Por Beltrán Villegas ss.cc.
Ecle 1,1-2; Col 1 1-11; Lc 12,13-21
Nada hay que tanto rehuyamos los hombres como pensar en nuestra contingencia y fragilidad congénita, que se muestra sobre todo en nuestra muerte inevitable. Pascal decía que «nuestra condición es tan débil y mortal, y tan mísera, que nada nos puede consolar si pensamos en ella de cerca». Y añadía que «el único bien de los hombres consiste, pues, en divertirse (salirse del camino, distraerse) de pensar en su condición» especialmente «por medio de lo que se llama diversiones«. Pero, más en general, señalaba que «jamás buscamos las cosas, sino la búsquedade las cosas», poniendo el famoso ejemplo del cazador, al que no le interesa la liebre (que podría fácilmente comprar en el mercado), sino la caza, porque -dice- «no es la liebre lo que lo libra de pensar en su condición humana, pero sí la caza de la liebre».

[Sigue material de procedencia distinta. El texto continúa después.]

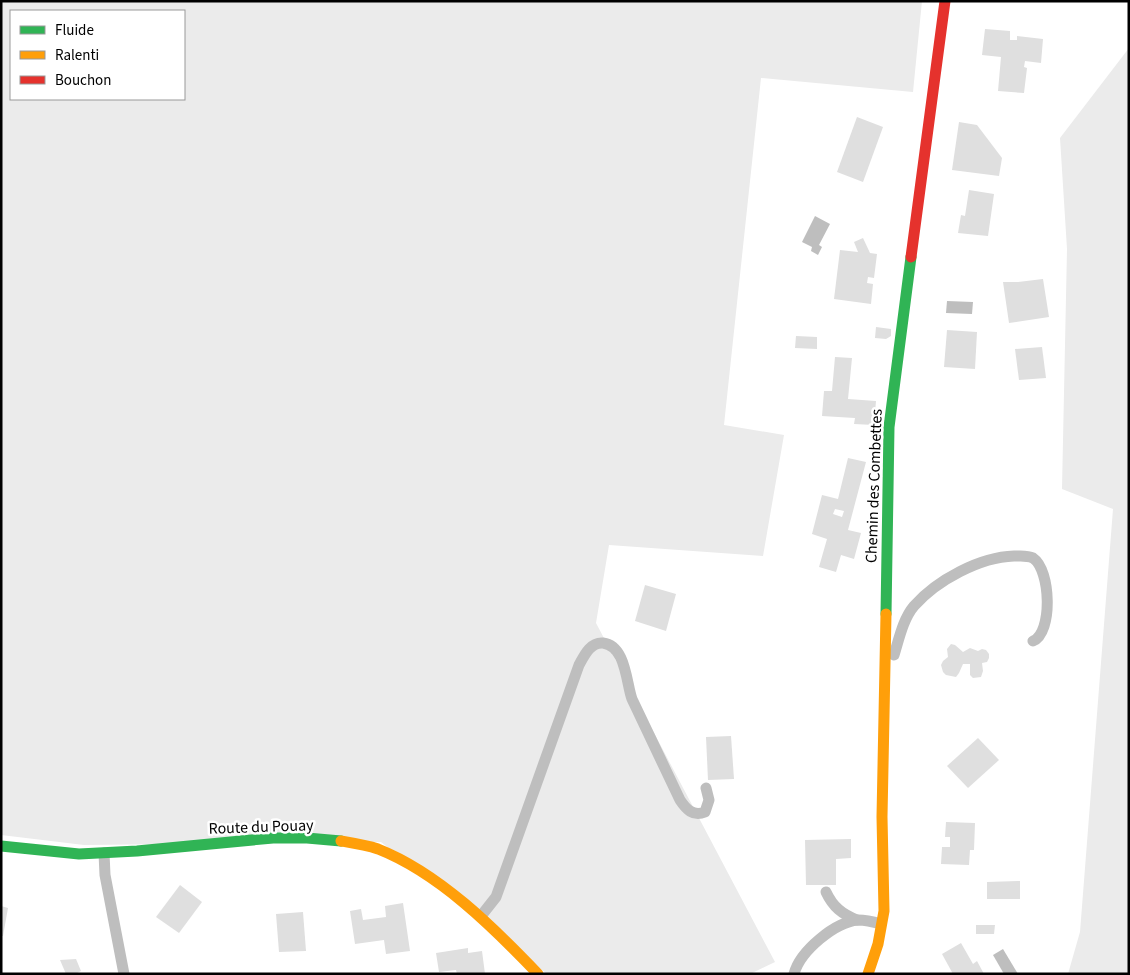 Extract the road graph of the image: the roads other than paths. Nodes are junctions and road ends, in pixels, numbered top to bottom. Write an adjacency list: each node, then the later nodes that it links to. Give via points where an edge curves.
1 (945, 1): 3 (street, Chemin des Combettes, via 890,427)
2 (1033, 641): 3 (lane, via 1040,636 1045,620 1048,590 1034,559 1025,555 1008,556 966,568 913,607 889,669)
3 (884, 669): 10 (street, Chemin des Combettes)
4 (706, 788): 8 (lane, via 709,800 705,812 693,813 686,808 632,699 618,652 613,646 597,643 588,650 579,665 496,897)
5 (1, 846): 6 (street, Route du Pouay, via 79,854)
6 (104, 853): 8 (street, Route du Pouay, via 276,838 339,840 372,848 407,863); 11 (lane, via 105,876)
7 (826, 892): 9 (lane, via 841,913)
8 (481, 916): 12 (street, Route du Pouay)
9 (857, 920): 10 (lane); 13 (lane, via 827,934 800,960)
10 (882, 924): 14 (street, Chemin des Combettes)
11 (124, 974)
12 (538, 974)
13 (794, 974)
14 (868, 974)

Las penetrantes páginas de Pascal nos dejan ante un fenómeno muy humano que no se puede calificar de «necio» o «estúpido». Este es, en cambio, el calificativo que le merece a Jesús la actitud del rico que cree encontraren la riqueza la seguridadque su condición humana le negaba. Y es que lo propio de la riqueza es que no solo induce a no pensar en nuestra condición contingente y mortal, sino que invita a ver en la situación que ella otorga una verdadera seguridad: y esto es necedad: es decir, no comprender la realidad como es, y pensar la propia vida en función de algo que no es real. Los filósofos existencialistas como Heidegger, tenían toda la razón en decir que el hombre vive una existencia alienada, no auténtica, mientras no asume conscientemente su realidad mortal, su «ser para la muerte». Era en el fondo, el «memento mori» de la ascética cristiana. Solo si pensamos nuestra vida a partir de su fragilidad, contingencia y mortalidad, estaremos actuando cuerdamente.
Ese «necio» del Evangelio de hoy nos urge a vivir a la luz de una comprensión más objetiva de las cosas, y de manera más específica, de una comprensión de lo que es la riqueza (comprensión ésta, que la riqueza tiende a obstaculizar). El Evangelio nos dice al respecto cosas esenciales.
Lo primero, es que los bienes de la tierra son realmente un bien, y que tenerlos no es injusto: lo que es un mal es la pobreza, carecer de los bienes necesarios. Pero la riqueza, cuando es acumulación considerable y abundante de bienes, según el Evangelio es «peligrosa» por cuanto envuelve un doble peligro: el primero ya lo hemos expuesto y es hacernos olvidar nuestra radical dependencia de Dios, presentándose como una «fuente de seguridad» y por lo mismo como un pseudo Dios. Por eso el Evangelio nos dice que «el rival» de Dios es la riqueza (Mt 6,24), y por eso nos habla del «engaño de la riqueza» (Mt 13,22).
Lo segundo, es que la riqueza nos hace fácilmente ciegos para no ver la dosis de injusticia que a menuda ella conlleva. Porque debería ser evidente que hay ciertos niveles de acumulación de bienes que constituyen una desigualdad objetivamente injusta. E, igualmente, que es un escándalo que clama al cielo un derroche ostentoso y provocativo desplegado a la vista de gente que carece de las cosas más elementales.
¡Qué terrible será verse tratado por Dios de «necio»: no «explotador», sino simplemente «necio»!